## GIVEN INFORMATION:
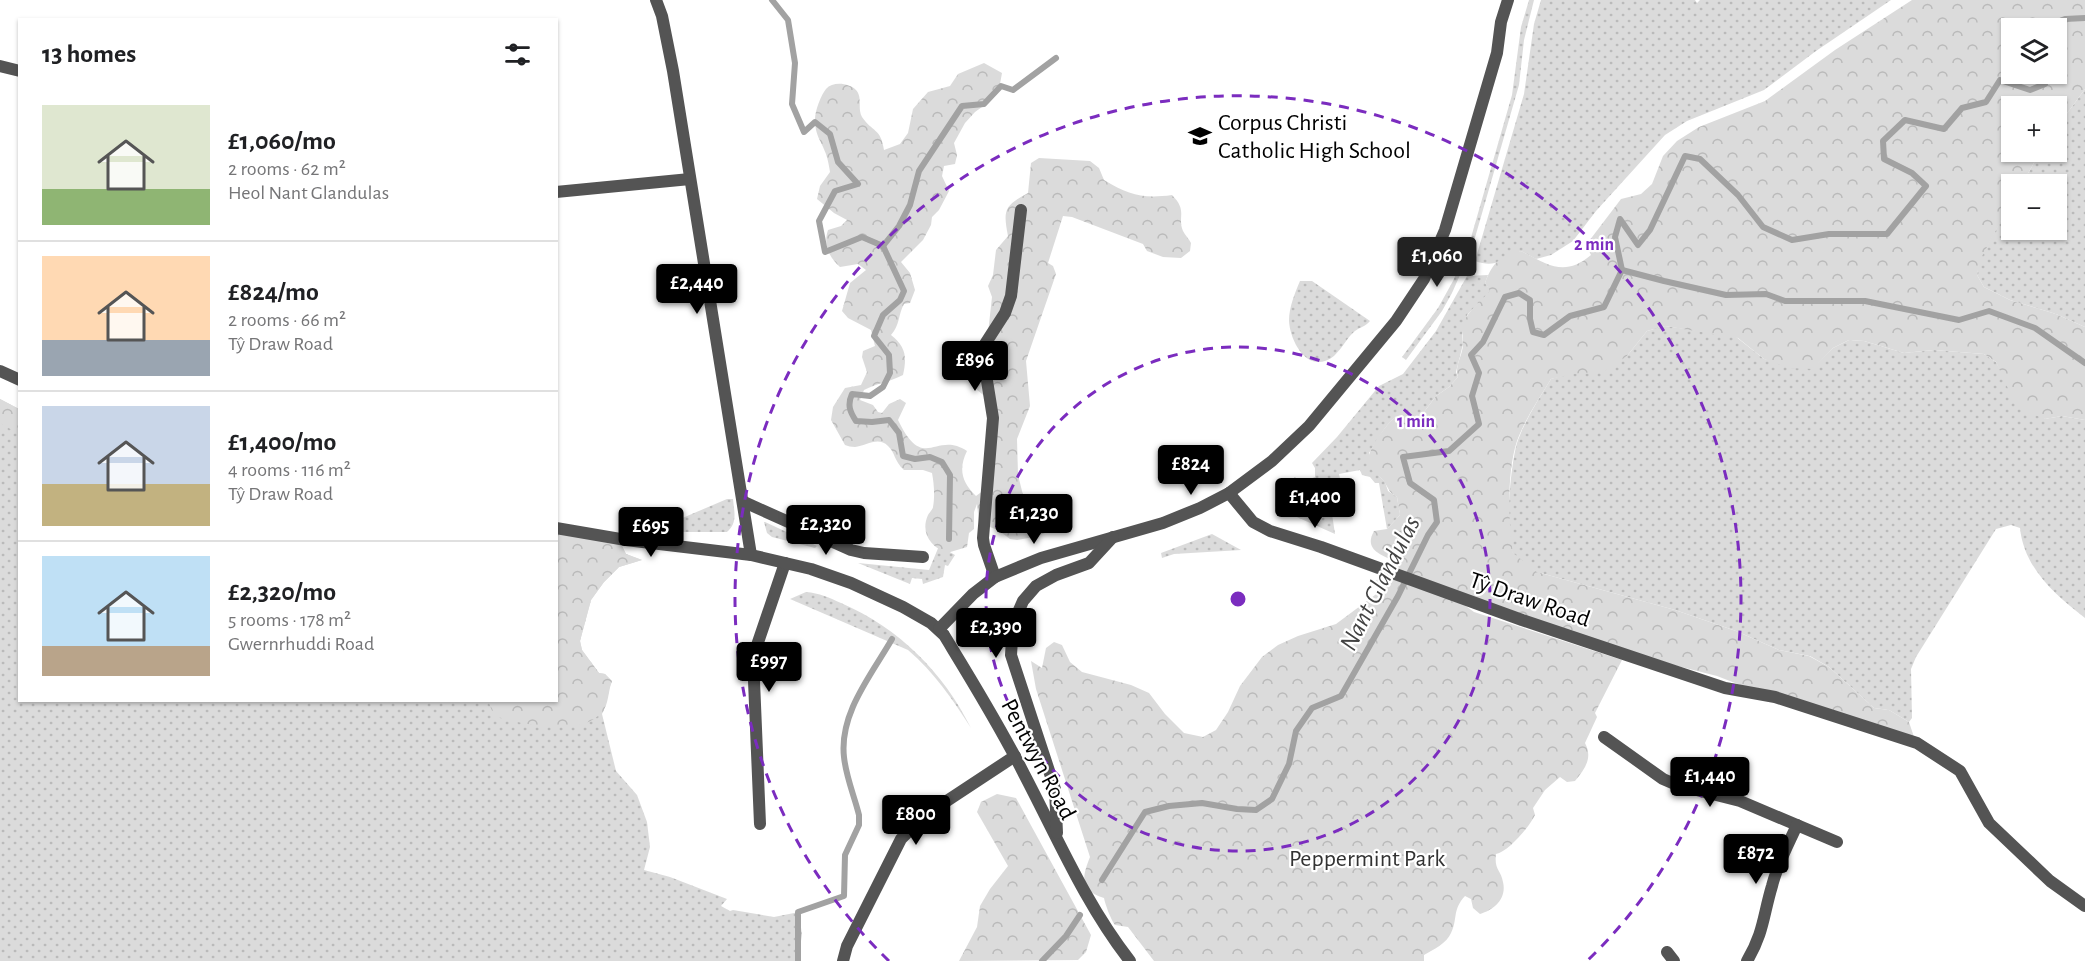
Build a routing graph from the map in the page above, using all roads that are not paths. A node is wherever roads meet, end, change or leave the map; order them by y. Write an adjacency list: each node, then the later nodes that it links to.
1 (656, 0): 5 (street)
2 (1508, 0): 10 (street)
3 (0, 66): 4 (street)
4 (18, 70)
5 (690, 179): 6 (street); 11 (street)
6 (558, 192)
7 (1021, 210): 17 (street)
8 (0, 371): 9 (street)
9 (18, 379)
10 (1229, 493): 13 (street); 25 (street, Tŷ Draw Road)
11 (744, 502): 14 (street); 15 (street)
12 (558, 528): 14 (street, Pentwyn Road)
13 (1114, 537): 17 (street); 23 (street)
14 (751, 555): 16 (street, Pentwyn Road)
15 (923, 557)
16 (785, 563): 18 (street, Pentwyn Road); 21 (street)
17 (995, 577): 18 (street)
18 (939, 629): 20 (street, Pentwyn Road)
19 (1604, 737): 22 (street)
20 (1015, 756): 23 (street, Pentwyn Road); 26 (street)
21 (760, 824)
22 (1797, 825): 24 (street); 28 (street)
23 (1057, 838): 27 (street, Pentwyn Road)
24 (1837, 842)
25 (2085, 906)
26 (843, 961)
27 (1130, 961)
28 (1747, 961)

## DIRECTIONS:
Print all the records exactly, minus any images.

## ANSWER TO THE EXERCISE:
Build a routing graph from the map in the page above, using all roads that are not paths. A node is wherever roads meet, end, change or leave the map; order them by y. Write an adjacency list: each node, then the later nodes that it links to.
1 (656, 0): 5 (street)
2 (1508, 0): 10 (street)
3 (0, 66): 4 (street)
4 (18, 70)
5 (690, 179): 6 (street); 11 (street)
6 (558, 192)
7 (1021, 210): 17 (street)
8 (0, 371): 9 (street)
9 (18, 379)
10 (1229, 493): 13 (street); 25 (street, Tŷ Draw Road)
11 (744, 502): 14 (street); 15 (street)
12 (558, 528): 14 (street, Pentwyn Road)
13 (1114, 537): 17 (street); 23 (street)
14 (751, 555): 16 (street, Pentwyn Road)
15 (923, 557)
16 (785, 563): 18 (street, Pentwyn Road); 21 (street)
17 (995, 577): 18 (street)
18 (939, 629): 20 (street, Pentwyn Road)
19 (1604, 737): 22 (street)
20 (1015, 756): 23 (street, Pentwyn Road); 26 (street)
21 (760, 824)
22 (1797, 825): 24 (street); 28 (street)
23 (1057, 838): 27 (street, Pentwyn Road)
24 (1837, 842)
25 (2085, 906)
26 (843, 961)
27 (1130, 961)
28 (1747, 961)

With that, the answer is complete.